You are well on your way. Getting electricity and water are essential and you have almost got that accomplished. 

The following are inexpensive fixes for your camper problems.

First I would get the camper habitable. First stop the leaks. Someone suggested caulking around the leaking windows and the seam in the back. I second that as the best way to seal it up. Use clear caulk and only apply it when the leaking areas are dry so it adheres well. 

The floor can be replaced with the correct thickness plywood to match the good flooring you don't rip out. Sturdifloor underlayment is best if the right thickness. Just make sure there is sufficient support. Cover with vinyl, either self stick squares or roll. 

You have to put up skirting around the bottom so the wind can't blow under the trailer. Then, in the fall, put hay bales around the outside of the skirting for insulation. The floors may still be cold in the winter but hopefully the plumbing won't freeze. Does the trailer have a shower, hot water? If not you can rig one with a large galvanized tub, a shower curtain, and a propane on demand water heater like the Ecotemp. Alternatively, join the closest health club or YWCA just so you can use the shower.

Don't spend big bucks for a fancy composting toilet. Ask around for a sawmill and find out if they will let you have free sawdust. Do your business in a pail with a toilet seat on top and then add some sawdust. Empty as needed. You could build an outhouse. It gets a bit nippy at -20 but you can do it. (Ask me how I know)

A deck is pricey. Level the ground, put down free pallets in front of the door, fill in gaps between the boards with boards salvaged from other pallets, and cover with cheap indoor/outdoor carpet.
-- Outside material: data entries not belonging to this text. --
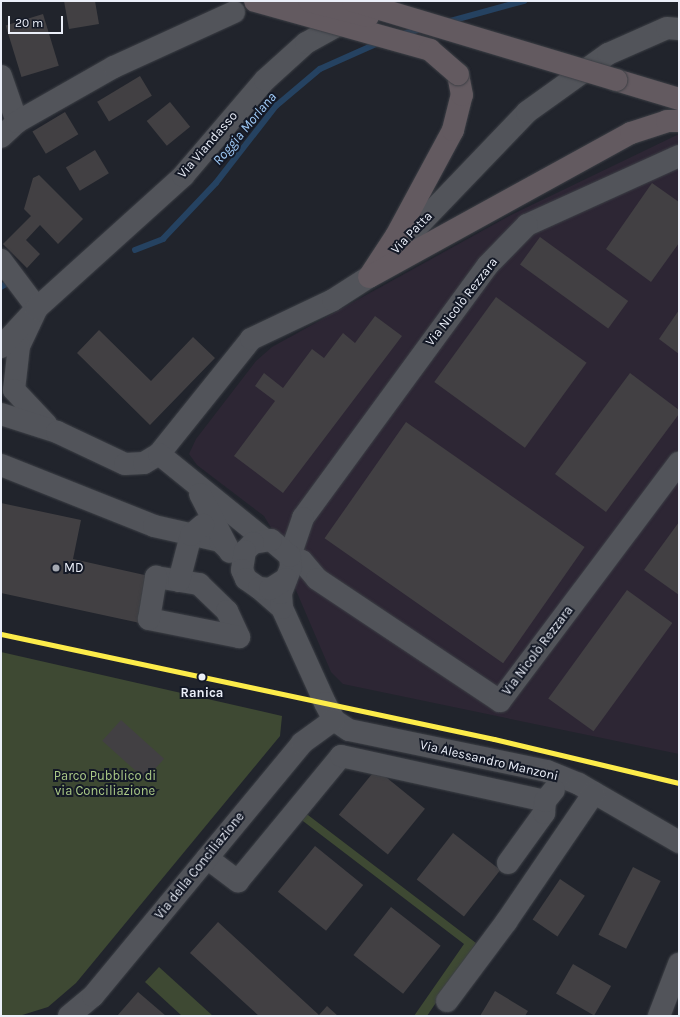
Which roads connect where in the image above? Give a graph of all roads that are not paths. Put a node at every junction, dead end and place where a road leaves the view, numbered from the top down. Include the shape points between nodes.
1 (255, 1) edge
2 (309, 1) edge
3 (353, 1) edge
4 (391, 1) edge
5 (234, 12) dead end
6 (679, 29) edge
7 (507, 50) junction
8 (1, 76) edge
9 (679, 98) edge
10 (679, 121) edge
11 (17, 122) junction
12 (1, 137) edge
13 (679, 156) edge
14 (1, 260) edge
15 (369, 277) junction
16 (38, 308) junction
17 (1, 347) edge
18 (8, 387) edge
19 (4, 412) edge
20 (56, 432) junction
21 (158, 454) junction
22 (679, 463) edge
23 (1, 465) edge
24 (195, 486) junction
25 (237, 516) junction
26 (303, 518) junction
27 (203, 523) junction
28 (267, 540) junction
29 (289, 569) junction
30 (242, 570) junction
31 (179, 581) dead end
32 (259, 588) junction
33 (282, 608) junction
34 (334, 720) junction
35 (563, 778) junction
36 (594, 794) junction
37 (545, 801) junction
38 (679, 842) edge
39 (207, 858) junction
40 (508, 863) dead end
41 (679, 964) edge
42 (447, 1001) dead end
43 (70, 1016) edge
44 (658, 1016) edge

1 - 15 highway, bridge via 430,50 458,74 462,95 452,130 396,236
2 - 7 highway, bridge
3 - 7 highway, bridge
4 - 16 street, Via Viandasso via 306,43 286,60 183,176
5 - 11 street via 114,67
6 - 15 street, Via Patta via 667,28 608,54 527,112
7 - 9 highway, bridge
8 - 11 street
10 - 15 highway via 667,121 631,134
11 - 12 street
13 - 26 street, Via Nicolò Rezzara via 527,226 488,265
14 - 16 street
15 - 21 street, Via Patta via 333,300 251,339
16 - 17 street, Via Viandasso
16 - 18 street via 18,346
18 - 20 street via 36,417
19 - 20 street
20 - 21 street via 125,464 144,463
21 - 24 street
22 - 29 street, Via Nicolò Rezzara via 500,701 318,579 302,561
23 - 27 street via 154,526
24 - 25 street
24 - 27 street
25 - 27 street
25 - 28 street
26 - 28 street, Via Nicolò Rezzara
26 - 29 street, Via Nicolò Rezzara
27 - 30 street via 227,548
27 - 31 street
28 - 29 street
28 - 30 street via 245,551
29 - 32 street via 270,589
29 - 33 street
30 - 32 street via 246,580
32 - 33 street
33 - 34 street
34 - 35 street, Via Alessandro Manzoni via 349,730
34 - 39 street, Via della Conciliazione via 302,743
35 - 36 street, Via Alessandro Manzoni
35 - 37 street
36 - 38 street, Via Alessandro Manzoni
36 - 42 street via 506,922
37 - 39 street via 348,756 334,761 238,881
37 - 40 street via 544,813
39 - 43 street, Via della Conciliazione via 93,996
41 - 44 street

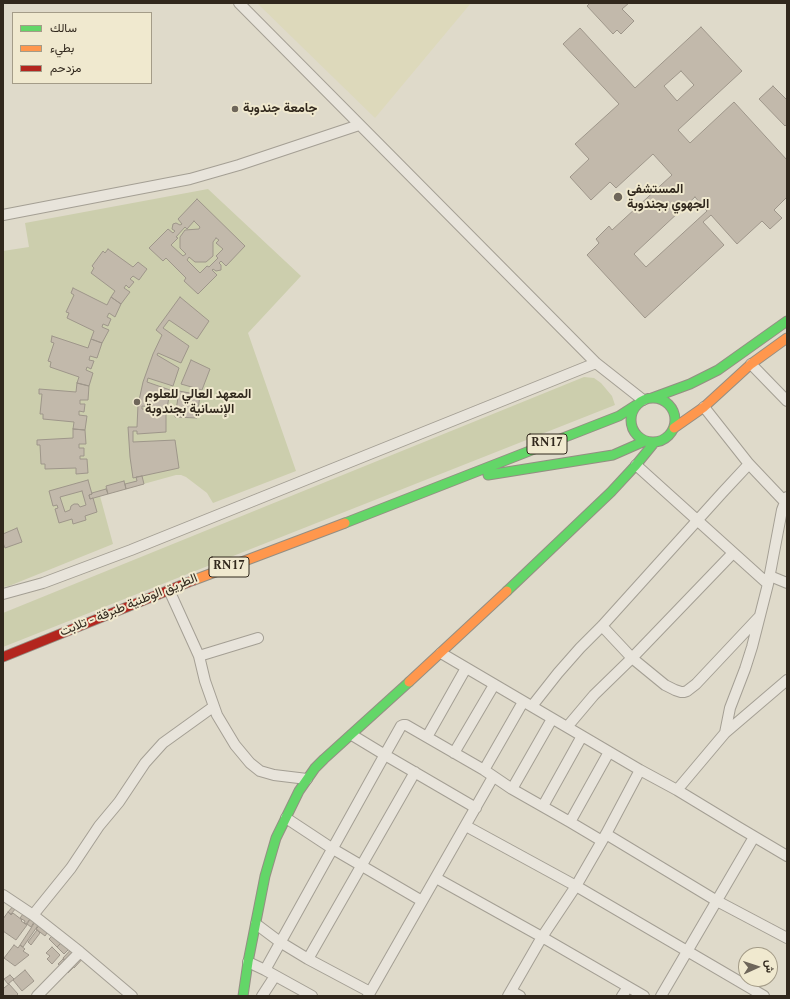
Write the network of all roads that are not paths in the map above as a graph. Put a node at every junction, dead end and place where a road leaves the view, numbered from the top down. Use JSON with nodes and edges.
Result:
{"nodes":[{"id":1,"x":239,"y":3,"type":"edge"},
{"id":2,"x":359,"y":125,"type":"junction"},
{"id":3,"x":3,"y":215,"type":"edge"},
{"id":4,"x":787,"y":321,"type":"edge"},
{"id":5,"x":787,"y":338,"type":"edge"},
{"id":6,"x":596,"y":363,"type":"junction"},
{"id":7,"x":751,"y":364,"type":"junction"},
{"id":8,"x":644,"y":401,"type":"junction"},
{"id":9,"x":787,"y":401,"type":"edge"},
{"id":10,"x":704,"y":407,"type":"junction"},
{"id":11,"x":674,"y":428,"type":"junction"},
{"id":12,"x":649,"y":442,"type":"junction"},
{"id":13,"x":749,"y":464,"type":"junction"},
{"id":14,"x":636,"y":465,"type":"junction"},
{"id":15,"x":456,"y":480,"type":"junction"},
{"id":16,"x":786,"y":499,"type":"edge"},
{"id":17,"x":697,"y":521,"type":"junction"},
{"id":18,"x":733,"y":552,"type":"junction"},
{"id":19,"x":769,"y":580,"type":"junction"},
{"id":20,"x":787,"y":583,"type":"edge"},
{"id":21,"x":169,"y":590,"type":"junction"},
{"id":22,"x":3,"y":594,"type":"edge"},
{"id":23,"x":760,"y":616,"type":"junction"},
{"id":24,"x":602,"y":626,"type":"junction"},
{"id":25,"x":258,"y":638,"type":"dead end"},
{"id":26,"x":441,"y":653,"type":"junction"},
{"id":27,"x":199,"y":656,"type":"junction"},
{"id":28,"x":3,"y":657,"type":"edge"},
{"id":29,"x":632,"y":658,"type":"junction"},
{"id":30,"x":466,"y":668,"type":"junction"},
{"id":31,"x":787,"y":680,"type":"edge"},
{"id":32,"x":494,"y":685,"type":"junction"},
{"id":33,"x":528,"y":704,"type":"junction"},
{"id":34,"x":213,"y":706,"type":"junction"},
{"id":35,"x":552,"y":719,"type":"junction"},
{"id":36,"x":567,"y":727,"type":"junction"},
{"id":37,"x":725,"y":733,"type":"junction"},
{"id":38,"x":352,"y":735,"type":"junction"},
{"id":39,"x":582,"y":736,"type":"junction"},
{"id":40,"x":427,"y":737,"type":"junction"},
{"id":41,"x":609,"y":752,"type":"junction"},
{"id":42,"x":454,"y":753,"type":"junction"},
{"id":43,"x":385,"y":755,"type":"junction"},
{"id":44,"x":484,"y":770,"type":"junction"},
{"id":45,"x":640,"y":770,"type":"junction"},
{"id":46,"x":415,"y":772,"type":"junction"},
{"id":47,"x":493,"y":777,"type":"junction"},
{"id":48,"x":307,"y":779,"type":"junction"},
{"id":49,"x":512,"y":788,"type":"junction"},
{"id":50,"x":677,"y":790,"type":"junction"},
{"id":51,"x":543,"y":806,"type":"junction"},
{"id":52,"x":476,"y":808,"type":"junction"},
{"id":53,"x":286,"y":818,"type":"junction"},
{"id":54,"x":570,"y":822,"type":"junction"},
{"id":55,"x":466,"y":826,"type":"junction"},
{"id":56,"x":754,"y":837,"type":"junction"},
{"id":57,"x":604,"y":838,"type":"junction"},
{"id":58,"x":333,"y":849,"type":"junction"},
{"id":59,"x":787,"y":856,"type":"edge"},
{"id":60,"x":361,"y":866,"type":"junction"},
{"id":61,"x":436,"y":878,"type":"junction"},
{"id":62,"x":576,"y":886,"type":"junction"},
{"id":63,"x":3,"y":895,"type":"edge"},
{"id":64,"x":422,"y":901,"type":"junction"},
{"id":65,"x":717,"y":901,"type":"junction"},
{"id":66,"x":33,"y":915,"type":"junction"},
{"id":67,"x":256,"y":924,"type":"junction"},
{"id":68,"x":542,"y":937,"type":"junction"},
{"id":69,"x":787,"y":938,"type":"edge"},
{"id":70,"x":280,"y":942,"type":"junction"},
{"id":71,"x":687,"y":951,"type":"junction"},
{"id":72,"x":80,"y":952,"type":"junction"},
{"id":73,"x":308,"y":959,"type":"junction"},
{"id":74,"x":248,"y":962,"type":"junction"},
{"id":75,"x":265,"y":970,"type":"junction"},
{"id":76,"x":274,"y":976,"type":"junction"},
{"id":77,"x":628,"y":986,"type":"junction"},
{"id":78,"x":510,"y":993,"type":"edge"},
{"id":79,"x":369,"y":994,"type":"edge"},
{"id":80,"x":37,"y":996,"type":"edge"},
{"id":81,"x":132,"y":996,"type":"edge"},
{"id":82,"x":244,"y":996,"type":"edge"},
{"id":83,"x":262,"y":996,"type":"edge"},
{"id":84,"x":312,"y":996,"type":"edge"},
{"id":85,"x":520,"y":996,"type":"edge"},
{"id":86,"x":622,"y":996,"type":"edge"},
{"id":87,"x":644,"y":996,"type":"edge"},
{"id":88,"x":661,"y":996,"type":"edge"},
{"id":89,"x":764,"y":996,"type":"edge"}],
"edges":[{"from":1,"to":2,"type":"street"},
{"from":2,"to":3,"type":"street"},
{"from":2,"to":6,"type":"street"},
{"from":4,"to":8,"type":"main road","name":"الطريق الوطنية طبرقة - تلابت","number":"RN17"},
{"from":5,"to":7,"type":"main road","number":"RN17"},
{"from":6,"to":8,"type":"street"},
{"from":6,"to":22,"type":"street"},
{"from":7,"to":9,"type":"street"},
{"from":7,"to":10,"type":"main road","number":"RN17"},
{"from":8,"to":11,"type":"main road"},
{"from":8,"to":12,"type":"main road"},
{"from":8,"to":15,"type":"main road","name":"الطريق الوطنية طبرقة - تلابت","number":"RN17"},
{"from":10,"to":11,"type":"main road","number":"RN17"},
{"from":10,"to":13,"type":"street"},
{"from":11,"to":12,"type":"main road","number":"RN17"},
{"from":12,"to":14,"type":"main road"},
{"from":12,"to":15,"type":"main road","name":"الطريق الوطنية طبرقة - تلابت","number":"RN17"},
{"from":13,"to":16,"type":"street"},
{"from":13,"to":17,"type":"street"},
{"from":14,"to":17,"type":"street"},
{"from":14,"to":26,"type":"main road"},
{"from":15,"to":21,"type":"main road","name":"الطريق الوطنية طبرقة - تلابت","number":"RN17"},
{"from":16,"to":19,"type":"street"},
{"from":17,"to":18,"type":"street"},
{"from":17,"to":24,"type":"street"},
{"from":18,"to":19,"type":"street"},
{"from":18,"to":29,"type":"street"},
{"from":19,"to":20,"type":"street"},
{"from":19,"to":23,"type":"street"},
{"from":21,"to":27,"type":"street"},
{"from":21,"to":28,"type":"main road","name":"الطريق الوطنية طبرقة - تلابت","number":"RN17"},
{"from":23,"to":29,"type":"street"},
{"from":23,"to":37,"type":"street"},
{"from":24,"to":29,"type":"street"},
{"from":24,"to":33,"type":"street"},
{"from":25,"to":27,"type":"street"},
{"from":26,"to":30,"type":"street"},
{"from":26,"to":38,"type":"main road"},
{"from":27,"to":34,"type":"street"},
{"from":29,"to":36,"type":"street"},
{"from":30,"to":32,"type":"street"},
{"from":30,"to":40,"type":"street"},
{"from":31,"to":37,"type":"street"},
{"from":32,"to":33,"type":"street"},
{"from":32,"to":42,"type":"street"},
{"from":33,"to":35,"type":"street"},
{"from":33,"to":44,"type":"street"},
{"from":34,"to":48,"type":"street"},
{"from":34,"to":66,"type":"street"},
{"from":35,"to":36,"type":"street"},
{"from":35,"to":49,"type":"street"},
{"from":36,"to":39,"type":"street"},
{"from":37,"to":50,"type":"street"},
{"from":38,"to":43,"type":"street"},
{"from":38,"to":48,"type":"main road"},
{"from":39,"to":41,"type":"street"},
{"from":39,"to":51,"type":"street"},
{"from":40,"to":42,"type":"street"},
{"from":40,"to":43,"type":"street"},
{"from":41,"to":45,"type":"street"},
{"from":41,"to":54,"type":"street"},
{"from":42,"to":44,"type":"street"},
{"from":43,"to":46,"type":"street"},
{"from":43,"to":58,"type":"street"},
{"from":44,"to":47,"type":"street"},
{"from":45,"to":50,"type":"street"},
{"from":45,"to":57,"type":"street"},
{"from":46,"to":52,"type":"street"},
{"from":46,"to":60,"type":"street"},
{"from":47,"to":49,"type":"street"},
{"from":47,"to":52,"type":"street"},
{"from":48,"to":53,"type":"main road"},
{"from":49,"to":51,"type":"street"},
{"from":50,"to":56,"type":"street"},
{"from":51,"to":54,"type":"street"},
{"from":52,"to":55,"type":"street"},
{"from":53,"to":58,"type":"street"},
{"from":53,"to":67,"type":"main road"},
{"from":54,"to":57,"type":"street"},
{"from":55,"to":61,"type":"street"},
{"from":55,"to":62,"type":"street"},
{"from":56,"to":59,"type":"street"},
{"from":56,"to":65,"type":"street"},
{"from":57,"to":62,"type":"street"},
{"from":57,"to":65,"type":"street"},
{"from":58,"to":60,"type":"street"},
{"from":58,"to":70,"type":"street"},
{"from":60,"to":64,"type":"street"},
{"from":60,"to":73,"type":"street"},
{"from":61,"to":64,"type":"street"},
{"from":61,"to":68,"type":"street"},
{"from":62,"to":68,"type":"street"},
{"from":62,"to":71,"type":"street"},
{"from":63,"to":66,"type":"street"},
{"from":64,"to":79,"type":"street"},
{"from":65,"to":69,"type":"street"},
{"from":65,"to":71,"type":"street"},
{"from":66,"to":72,"type":"street"},
{"from":67,"to":70,"type":"street"},
{"from":67,"to":74,"type":"main road"},
{"from":68,"to":77,"type":"street"},
{"from":68,"to":78,"type":"street"},
{"from":70,"to":73,"type":"street"},
{"from":70,"to":75,"type":"street"},
{"from":71,"to":88,"type":"street"},
{"from":71,"to":89,"type":"street"},
{"from":72,"to":80,"type":"street"},
{"from":72,"to":81,"type":"street"},
{"from":73,"to":79,"type":"street"},
{"from":74,"to":75,"type":"street"},
{"from":74,"to":82,"type":"main road"},
{"from":75,"to":76,"type":"street"},
{"from":76,"to":83,"type":"street"},
{"from":76,"to":84,"type":"street"},
{"from":77,"to":86,"type":"street"},
{"from":77,"to":87,"type":"street"},
{"from":78,"to":85,"type":"street"}]}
You can clean the carpet with a garden hose when it gets muddy. 

If you have never rented out a house or apartment please get a property management company to handle that. They will get good tenants that take care of the property. Some will do cleaning and/or basic maintenance. They usually charge about 10% of the rent for those services. A bad tenant can do thousands of dollars worth of damage and cost more thousands to get them out. You can easily wind up with a net loss for the year. 

As you fix up your property you can come here for advice. I have always found good suggestions here.


----------



## GTX63 (Dec 13, 2016)

TnAndy said:


> Or perhaps an attempt to inject some realism into the situation.


My previous comments weren't meant for anyone but the OP, however a little perspective might be a help here regarding "realism".

There are problems and there are realities.

Problems can be fixed; realities are fixed.
IE I'm overweight and eat too many sweets, that's a problem.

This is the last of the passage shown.